I bought myself a bottle of vintage L’Heure Bleue. I think I’ll wear it when I want to feel hopeful about love. About happiness.
You know, you might wonder: Does Mark (the father of my two kids and the man I’m currently separated from) like a particular perfume on me? Or does he like to smell a particular perfume in general? Umm. Well… Short answer: No.
Actually, it’s kind of funny. He barely ever smells anything I wear and I can count on one hand the number of times he’s commented on my perfume. The one he seemed to like best was Casmir by Chopard. He made a positive comment on it once without being asked what he thought first (I’ve often asked).
Even though perfume is a hobby of mine that he has encouraged very kindly over the years me wearing perfume has not been “a thing” for us. I tried to make it one but it never happened.
While we were dating I fervently wore Dior Miss Dior Chérie, which is still a fragrance that evokes a lot of memories for me both good and bad. However, Mark barely recognizes Miss Dior Chérie. He’s not anosmic but…
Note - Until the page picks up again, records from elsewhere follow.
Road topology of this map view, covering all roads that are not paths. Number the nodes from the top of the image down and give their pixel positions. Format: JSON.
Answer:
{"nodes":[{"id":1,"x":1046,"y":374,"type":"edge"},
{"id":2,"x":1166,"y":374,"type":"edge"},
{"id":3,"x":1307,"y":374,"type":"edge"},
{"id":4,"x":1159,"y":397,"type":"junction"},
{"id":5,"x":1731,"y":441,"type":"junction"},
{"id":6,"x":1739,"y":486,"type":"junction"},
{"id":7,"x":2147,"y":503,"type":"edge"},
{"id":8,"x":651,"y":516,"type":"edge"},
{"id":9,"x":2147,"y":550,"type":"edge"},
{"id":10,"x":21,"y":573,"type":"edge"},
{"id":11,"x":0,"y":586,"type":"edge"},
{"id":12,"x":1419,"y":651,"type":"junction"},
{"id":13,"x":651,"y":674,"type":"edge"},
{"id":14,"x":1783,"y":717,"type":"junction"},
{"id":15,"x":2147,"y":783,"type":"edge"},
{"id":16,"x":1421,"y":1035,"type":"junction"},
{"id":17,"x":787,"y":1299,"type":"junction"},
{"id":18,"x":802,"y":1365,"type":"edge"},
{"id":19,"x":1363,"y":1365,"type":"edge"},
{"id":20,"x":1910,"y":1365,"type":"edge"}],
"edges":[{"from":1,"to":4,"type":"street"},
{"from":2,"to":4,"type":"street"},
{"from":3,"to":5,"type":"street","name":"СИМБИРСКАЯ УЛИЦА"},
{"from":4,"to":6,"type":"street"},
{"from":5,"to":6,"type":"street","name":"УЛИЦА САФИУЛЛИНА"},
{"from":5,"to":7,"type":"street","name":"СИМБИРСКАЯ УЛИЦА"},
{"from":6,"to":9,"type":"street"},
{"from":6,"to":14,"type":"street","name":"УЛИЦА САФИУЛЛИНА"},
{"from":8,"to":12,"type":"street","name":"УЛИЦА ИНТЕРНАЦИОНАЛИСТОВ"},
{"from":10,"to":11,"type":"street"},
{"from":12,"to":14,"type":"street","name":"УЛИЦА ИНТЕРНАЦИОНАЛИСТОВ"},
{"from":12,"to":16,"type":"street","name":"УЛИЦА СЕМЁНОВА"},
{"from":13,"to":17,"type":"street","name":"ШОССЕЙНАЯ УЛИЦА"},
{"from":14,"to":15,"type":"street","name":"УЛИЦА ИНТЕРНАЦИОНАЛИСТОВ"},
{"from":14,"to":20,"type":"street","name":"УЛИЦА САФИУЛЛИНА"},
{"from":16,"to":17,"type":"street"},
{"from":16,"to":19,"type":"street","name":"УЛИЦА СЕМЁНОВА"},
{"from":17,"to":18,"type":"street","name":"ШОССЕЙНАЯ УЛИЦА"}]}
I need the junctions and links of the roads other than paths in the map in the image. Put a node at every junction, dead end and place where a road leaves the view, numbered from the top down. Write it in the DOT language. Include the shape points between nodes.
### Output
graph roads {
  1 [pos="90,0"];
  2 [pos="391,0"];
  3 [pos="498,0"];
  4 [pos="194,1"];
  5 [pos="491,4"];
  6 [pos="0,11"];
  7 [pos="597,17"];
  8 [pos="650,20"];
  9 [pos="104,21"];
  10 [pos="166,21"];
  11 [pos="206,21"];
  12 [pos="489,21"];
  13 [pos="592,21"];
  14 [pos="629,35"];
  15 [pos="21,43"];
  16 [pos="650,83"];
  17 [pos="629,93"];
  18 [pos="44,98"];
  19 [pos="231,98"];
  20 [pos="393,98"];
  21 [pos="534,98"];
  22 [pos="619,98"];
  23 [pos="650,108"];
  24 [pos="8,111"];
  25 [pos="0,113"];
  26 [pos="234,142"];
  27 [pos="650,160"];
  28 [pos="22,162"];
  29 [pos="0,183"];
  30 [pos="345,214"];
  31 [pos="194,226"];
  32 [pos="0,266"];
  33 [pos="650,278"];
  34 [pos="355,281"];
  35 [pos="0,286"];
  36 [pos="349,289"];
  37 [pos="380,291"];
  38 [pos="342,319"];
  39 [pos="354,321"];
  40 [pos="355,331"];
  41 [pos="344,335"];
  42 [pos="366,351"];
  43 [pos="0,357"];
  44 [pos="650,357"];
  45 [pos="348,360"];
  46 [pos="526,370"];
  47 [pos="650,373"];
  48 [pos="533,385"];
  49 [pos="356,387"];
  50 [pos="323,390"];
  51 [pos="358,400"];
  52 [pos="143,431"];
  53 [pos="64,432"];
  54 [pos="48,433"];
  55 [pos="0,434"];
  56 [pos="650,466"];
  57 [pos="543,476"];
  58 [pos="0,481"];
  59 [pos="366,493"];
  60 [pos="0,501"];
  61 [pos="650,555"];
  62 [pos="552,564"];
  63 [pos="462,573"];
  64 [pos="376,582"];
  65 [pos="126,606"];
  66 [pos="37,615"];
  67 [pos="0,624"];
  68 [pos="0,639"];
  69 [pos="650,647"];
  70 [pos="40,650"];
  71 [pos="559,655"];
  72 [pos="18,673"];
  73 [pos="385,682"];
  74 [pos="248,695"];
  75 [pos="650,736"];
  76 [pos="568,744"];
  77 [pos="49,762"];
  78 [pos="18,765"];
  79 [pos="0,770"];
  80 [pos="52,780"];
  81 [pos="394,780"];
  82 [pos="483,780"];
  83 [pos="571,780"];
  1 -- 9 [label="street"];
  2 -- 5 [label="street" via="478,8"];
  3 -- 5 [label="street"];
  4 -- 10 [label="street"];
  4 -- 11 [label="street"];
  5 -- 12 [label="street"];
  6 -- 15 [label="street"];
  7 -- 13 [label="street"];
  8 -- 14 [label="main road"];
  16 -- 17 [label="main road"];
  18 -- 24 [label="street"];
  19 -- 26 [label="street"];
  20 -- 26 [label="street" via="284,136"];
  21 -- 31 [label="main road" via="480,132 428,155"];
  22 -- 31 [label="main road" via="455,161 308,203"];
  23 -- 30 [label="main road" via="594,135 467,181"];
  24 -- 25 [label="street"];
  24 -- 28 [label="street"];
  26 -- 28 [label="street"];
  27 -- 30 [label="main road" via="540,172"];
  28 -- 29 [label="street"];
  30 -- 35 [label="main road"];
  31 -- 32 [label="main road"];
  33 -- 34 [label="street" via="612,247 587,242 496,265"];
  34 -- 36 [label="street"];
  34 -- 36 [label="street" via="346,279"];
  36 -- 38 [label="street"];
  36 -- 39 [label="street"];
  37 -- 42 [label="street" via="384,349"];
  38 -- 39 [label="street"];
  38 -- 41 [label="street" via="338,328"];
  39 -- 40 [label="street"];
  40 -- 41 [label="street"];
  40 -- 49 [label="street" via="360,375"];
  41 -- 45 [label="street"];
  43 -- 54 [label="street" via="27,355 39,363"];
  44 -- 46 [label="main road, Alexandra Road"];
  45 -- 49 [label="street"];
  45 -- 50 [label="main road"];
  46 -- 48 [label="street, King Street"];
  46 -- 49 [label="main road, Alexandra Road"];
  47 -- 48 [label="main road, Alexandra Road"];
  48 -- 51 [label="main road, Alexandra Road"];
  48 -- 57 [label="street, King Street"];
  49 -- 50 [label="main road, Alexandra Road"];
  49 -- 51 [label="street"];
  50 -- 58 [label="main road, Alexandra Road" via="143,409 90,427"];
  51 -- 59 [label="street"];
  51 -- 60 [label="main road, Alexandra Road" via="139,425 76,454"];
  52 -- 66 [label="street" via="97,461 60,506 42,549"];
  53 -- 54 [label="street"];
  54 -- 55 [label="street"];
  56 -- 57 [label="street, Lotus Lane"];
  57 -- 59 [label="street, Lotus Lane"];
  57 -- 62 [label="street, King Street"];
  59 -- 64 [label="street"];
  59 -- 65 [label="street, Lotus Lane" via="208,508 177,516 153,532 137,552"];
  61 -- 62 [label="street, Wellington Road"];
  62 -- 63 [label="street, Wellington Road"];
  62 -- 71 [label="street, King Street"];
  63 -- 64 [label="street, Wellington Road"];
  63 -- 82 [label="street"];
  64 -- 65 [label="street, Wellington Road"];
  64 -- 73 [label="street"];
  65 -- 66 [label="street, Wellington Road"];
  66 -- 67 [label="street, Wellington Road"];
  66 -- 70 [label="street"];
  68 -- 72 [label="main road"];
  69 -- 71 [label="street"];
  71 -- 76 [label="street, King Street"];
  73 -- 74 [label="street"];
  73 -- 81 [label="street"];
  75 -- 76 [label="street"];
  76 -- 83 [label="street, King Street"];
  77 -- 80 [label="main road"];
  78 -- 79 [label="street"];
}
Anyway… I love wearing L’Heure Bleue.
A few posts back I talked about how I hope to find my soulmate in the afterlife if I don’t find them while I’m alive. And, while that might sound fanciful or at worst idiotic to some people it’s something I actually genuinely comfort myself by contemplating at times. Not entirely seriously because I can’t logically do that of course but…I like to think that it’s not entirely impossible either. I take it both seriously and not.
Actually I’ve had two bizarre things happen to me that speak to it not being impossible.
Once I had a startling dream when I was a genuinely young lady. Some would likely call it a lucid dream. I met a young man who seemed to be my soulmate. And it really was almost like being awake. It felt real. I even felt like I was still with him as I woke up and it made me not want to wake up. He was just that wonderful of a man (provided he was supernatural of course and not just my imagination)…
Then once when Mark and I were visiting England we got into a bad fight late at night at a very old bed and breakfast in Penzance where we were staying and he later said that he saw weird lights flying over my head that he ignored at the time. (He wouldn’t make something like that up.) And while it happened I felt someone touch me. It felt like a human male hand. It scared me so much I froze and promptly asked Mark if he’d somehow managed to touch me from where he was. He hadn’t. We stopped fighting, quickly packed up all of our things and spent the rest of the night sleeping in our rented car.
Last night I read a review on Fragrantica about how L’Heure Bleue is a haunted fragrance. To me that’s not necessarily a bad thing. Not all non physical beings are likely good. But, I do wonder about Purgatory… And when life can feel like living Purgatory L’Heure Bleue is delightful. I look forward to wearing it again (I’m keeping my sealed bottle sealed). Also, to double-down on that I think I’ll buy Après L’Ondée in August around the time Mark and I were married.